[Saved data entries]
:::::
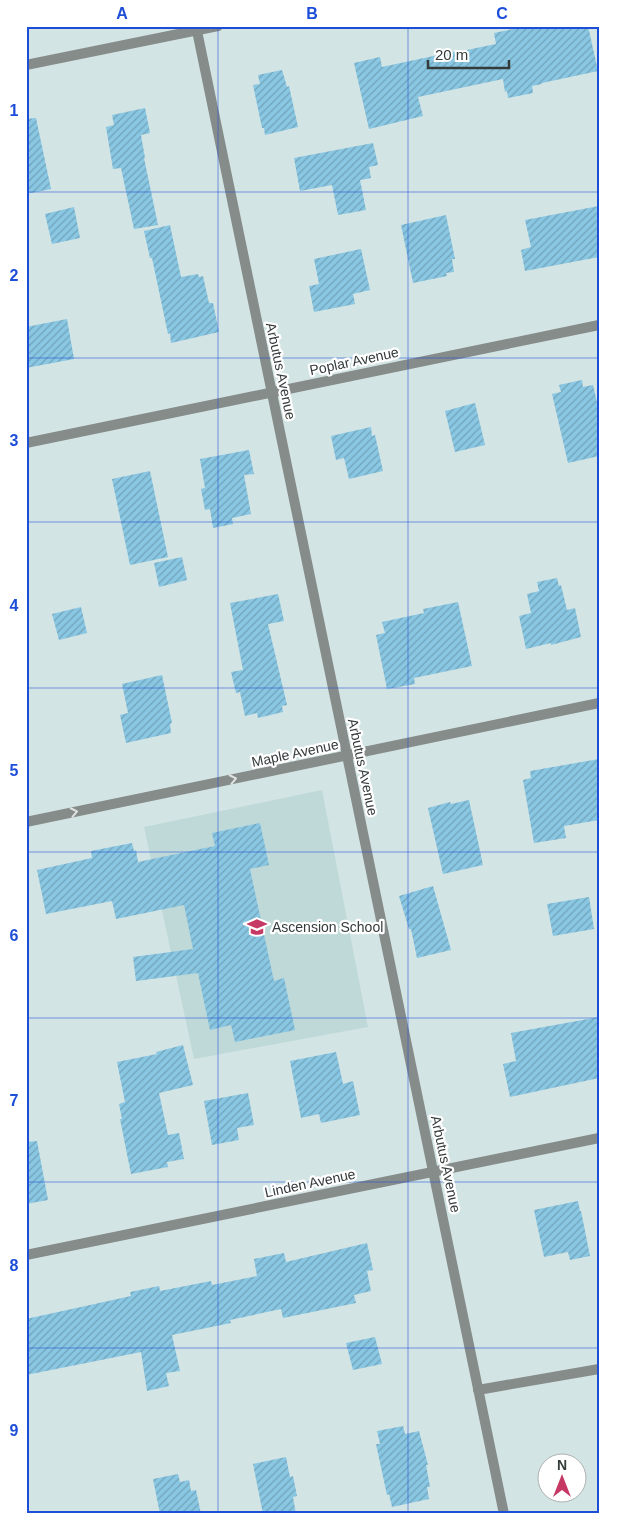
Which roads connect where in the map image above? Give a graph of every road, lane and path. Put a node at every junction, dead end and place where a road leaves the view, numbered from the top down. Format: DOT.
graph roads {
  1 [pos="218,26"];
  2 [pos="196,28"];
  3 [pos="26,65"];
  4 [pos="599,325"];
  5 [pos="271,392"];
  6 [pos="26,443"];
  7 [pos="599,703"];
  8 [pos="347,756"];
  9 [pos="26,822"];
  10 [pos="599,1138"];
  11 [pos="433,1172"];
  12 [pos="26,1255"];
  13 [pos="599,1369"];
  14 [pos="478,1390"];
  15 [pos="504,1514"];
  1 -- 2 [label="street"];
  2 -- 3 [label="street"];
  2 -- 5 [label="street, Arbutus Avenue"];
  4 -- 5 [label="street, Poplar Avenue"];
  5 -- 6 [label="street, Poplar Avenue"];
  5 -- 8 [label="street, Arbutus Avenue"];
  7 -- 8 [label="street, Maple Avenue"];
  9 -- 8 [label="street, Maple Avenue, one-way"];
  8 -- 11 [label="street, Arbutus Avenue"];
  10 -- 11 [label="street, Linden Avenue"];
  11 -- 12 [label="street, Linden Avenue"];
  11 -- 14 [label="street, Arbutus Avenue"];
  13 -- 14 [label="street"];
  14 -- 15 [label="street, Arbutus Avenue"];
}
:::::
◆ Exercise goal:
Restate it all word for word: every record, no pictures.

◆ Written answer:
Which roads connect where in the map image above? Give a graph of every road, lane and path. Put a node at every junction, dead end and place where a road leaves the view, numbered from the top down. Format: DOT.
graph roads {
  1 [pos="218,26"];
  2 [pos="196,28"];
  3 [pos="26,65"];
  4 [pos="599,325"];
  5 [pos="271,392"];
  6 [pos="26,443"];
  7 [pos="599,703"];
  8 [pos="347,756"];
  9 [pos="26,822"];
  10 [pos="599,1138"];
  11 [pos="433,1172"];
  12 [pos="26,1255"];
  13 [pos="599,1369"];
  14 [pos="478,1390"];
  15 [pos="504,1514"];
  1 -- 2 [label="street"];
  2 -- 3 [label="street"];
  2 -- 5 [label="street, Arbutus Avenue"];
  4 -- 5 [label="street, Poplar Avenue"];
  5 -- 6 [label="street, Poplar Avenue"];
  5 -- 8 [label="street, Arbutus Avenue"];
  7 -- 8 [label="street, Maple Avenue"];
  9 -- 8 [label="street, Maple Avenue, one-way"];
  8 -- 11 [label="street, Arbutus Avenue"];
  10 -- 11 [label="street, Linden Avenue"];
  11 -- 12 [label="street, Linden Avenue"];
  11 -- 14 [label="street, Arbutus Avenue"];
  13 -- 14 [label="street"];
  14 -- 15 [label="street, Arbutus Avenue"];
}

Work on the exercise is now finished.